§ **Task objective**: Within the records below, reproduce without change the lines from the line that has "pinky mcp: (122, 471)" through the line that has "pinky tip: (294, 369)", and only those.

§ **Data provided**:
━━━
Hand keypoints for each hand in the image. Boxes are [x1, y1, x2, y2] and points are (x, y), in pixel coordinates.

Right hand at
━━━
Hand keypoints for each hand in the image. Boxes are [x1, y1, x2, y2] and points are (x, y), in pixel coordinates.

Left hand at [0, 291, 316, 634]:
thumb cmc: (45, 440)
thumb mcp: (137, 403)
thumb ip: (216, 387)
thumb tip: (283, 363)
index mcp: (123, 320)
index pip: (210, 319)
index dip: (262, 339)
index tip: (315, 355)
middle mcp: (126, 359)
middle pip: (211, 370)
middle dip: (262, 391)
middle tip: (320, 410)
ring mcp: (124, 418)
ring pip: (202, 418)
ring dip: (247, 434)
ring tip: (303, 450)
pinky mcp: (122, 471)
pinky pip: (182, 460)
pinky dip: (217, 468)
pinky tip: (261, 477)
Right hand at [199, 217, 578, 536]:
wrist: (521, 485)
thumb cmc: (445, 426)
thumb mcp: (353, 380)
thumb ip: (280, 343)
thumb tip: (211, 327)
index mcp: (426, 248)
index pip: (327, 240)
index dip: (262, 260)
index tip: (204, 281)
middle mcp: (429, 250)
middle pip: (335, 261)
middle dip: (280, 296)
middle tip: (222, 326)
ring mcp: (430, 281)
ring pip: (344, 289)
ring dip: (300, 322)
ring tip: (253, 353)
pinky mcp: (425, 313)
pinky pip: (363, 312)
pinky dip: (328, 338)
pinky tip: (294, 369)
━━━
§ **Result for this exercise**:
pinky mcp: (122, 471)
pinky pip: (182, 460)
pinky dip: (217, 468)
pinky tip: (261, 477)
Right hand at [199, 217, 578, 536]:
wrist: (521, 485)
thumb cmc: (445, 426)
thumb mcp: (353, 380)
thumb ip: (280, 343)
thumb tip: (211, 327)
index mcp: (426, 248)
index pip: (327, 240)
index dip: (262, 260)
index tip: (204, 281)
middle mcp: (429, 250)
middle pip: (335, 261)
middle dip: (280, 296)
middle tip: (222, 326)
ring mcp: (430, 281)
ring pip: (344, 289)
ring dip: (300, 322)
ring tip: (253, 353)
pinky mcp: (425, 313)
pinky pip: (363, 312)
pinky dip: (328, 338)
pinky tip: (294, 369)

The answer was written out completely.